Solo 5 anni a Pistorius E usa anche l'handicap per evitare il carcere

Uscirà tra 10 mesi. Era diventato un simbolo per aver rivendicato l'uguaglianza con i «normali». Ma adesso ha cambiato idea...

Solo 5 anni a Pistorius E usa anche l'handicap per evitare il carcere

Cinque anni di carcere, ha detto il giudice, «di meno avrebbe dato l'impressione che esiste una legge per i ricchi e famosi e una per i poveri». La famiglia di Reeva Steenkamp si dice «soddisfatta» perché è sventato il paradosso di un omicida che se la cava con i servizi sociali, lo zio-patron di Oscar Pistorius «accetta la sentenza», anche perché tra nemmeno un anno il nipote sarà ai domiciliari. L'accusa nicchia sul ricorso in appello. Dunque, giù il sipario sul processo -spettacolo più discusso dai tempi di OJ Simpson. Tutta qui la favola e l'incubo di «Blade runner», l'uomo che correva sulle lame? E dov'è finita la sua ossessione di sfidare i «normali» sulle piste d'atletica, la battaglia di una vita per non essere discriminato rispetto a chi ha tutti gli arti al loro posto, la campagna mediatica che ha diviso e ispirato il mondo? Tutto dimenticato, tutto bruciato sull'altare di una battaglia più piccola, più personale: quella per non finire in carcere. Nell'ultima fase del processo, quella in cui si decideva se condannarlo alla prigione o solo ai servizi sociali, l'atleta che aveva superato se stesso non si è risparmiato e ha sacrificato anche l'ideale di una vita: sul tavolo del giudice non ha esitato a far pesare l'argomento opposto a quello che ha sempre sostenuto: un disabile non è come gli altri, non può andare in carcere. E per convincere il magistrato sudafricano venuto dal ghetto, la signora Thozokile Masipa, non ha esitato a fare scempio del valore che ogni uomo e donna disabili rifiutano di farsi amputare: la dignità. In aula si è mostrato col viso rigato di lacrime, ha singhiozzato, ha vomitato. E per mostrare al giudice la sua vera altezza, e convincerlo che non poteva metterlo in cella con dei detenuti «normali», non ha esitato a camminare sui moncherini, le sue gambe amputate fino al ginocchio, le stesse gambe che, armate di lame da corsa, aveva esibito come un simbolo davanti alle telecamere di tutte le tv del pianeta quando aveva centrato il suo obiettivo: correre contro i «normodotati» alle Olimpiadi di Londra. Ready, set, go. Lo sparo e 45,4 secondi di corsa sulle protesi in carbonio, del 22% più leggere rispetto alle gambe di carne, cartilagine, ossa. Quarantacinque secondi per convincere il mondo e farlo inchinare di fronte alla sua idea. E poi quarantasette udienze per svendere tutto.

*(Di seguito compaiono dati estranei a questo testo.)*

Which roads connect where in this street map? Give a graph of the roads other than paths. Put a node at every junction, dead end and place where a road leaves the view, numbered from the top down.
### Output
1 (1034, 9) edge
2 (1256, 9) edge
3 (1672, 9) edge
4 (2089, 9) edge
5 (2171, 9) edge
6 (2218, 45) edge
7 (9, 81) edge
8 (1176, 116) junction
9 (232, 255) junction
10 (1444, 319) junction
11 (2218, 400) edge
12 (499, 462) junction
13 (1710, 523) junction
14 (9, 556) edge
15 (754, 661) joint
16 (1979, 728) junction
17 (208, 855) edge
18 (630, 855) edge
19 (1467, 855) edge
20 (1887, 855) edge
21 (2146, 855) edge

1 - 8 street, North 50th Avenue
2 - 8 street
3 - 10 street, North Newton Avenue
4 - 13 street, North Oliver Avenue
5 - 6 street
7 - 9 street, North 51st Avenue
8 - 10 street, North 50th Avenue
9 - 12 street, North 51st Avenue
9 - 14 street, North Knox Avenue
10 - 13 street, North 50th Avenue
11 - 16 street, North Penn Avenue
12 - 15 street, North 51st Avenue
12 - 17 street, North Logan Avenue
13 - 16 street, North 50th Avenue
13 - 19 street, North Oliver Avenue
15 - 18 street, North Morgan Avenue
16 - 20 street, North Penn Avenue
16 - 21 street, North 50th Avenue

D'accordo, forse non spettava alla giustizia dei tribunali scrivere la morale di questa storia. Ma, al di là della congruità della pena, dieci mesi di cella per aver cancellato il futuro a una bellissima ventenne non sanno certo di condanna esemplare, qualcosa bisogna pur dire a chi ha scritto messaggi di incoraggiamento sul blog «support Oscar Pistorius» e ha continuato a farlo anche dopo quel giorno di San Valentino del 2013, quando l'atleta ha vuotato la sua pistola contro la porta del bagno di casa, dietro la quale c'era Reeva, la sua fidanzata.

Qualcosa bisognerà dire ai ragazzi disabili che su Twitter scrivevano «sei il mio eroe», pubblicavano la foto di Pistorius che insegnava a una bimba senza gambe a cavalcare le sue protesi e commentavano: «Se non vi ispira questo, cos'altro può farlo?».

Ma lui della sua ossessione di scendere su una pista delle Olimpiadi «vere» non ha parlato più. Alla lettura della sentenza ha piegato la testa, non all'indietro come faceva in pista, ma in avanti, per nascondere gli occhi lucidi. Se per la disperazione di veder spalancare le porte del carcere o per il sollievo, non lo sapremo mai.

Il giudice però deve averci pensato, perché alla fine ha usato il passato di Pistorius contro di lui. Ne ha riconosciuto le fragilità ma anche ricordato che, correndo in pista contro atleti senza disabilità, «ha dimostrato di sapervi fare fronte».

Nel carcere di Kgosi Mampuru dove andrà Pistorius troverà altri cento detenuti disabili. Per loro niente telecamere, nessun tweet di incoraggiamento. Ma per dieci mesi anche loro saranno uguali all'uomo che correva con le lame.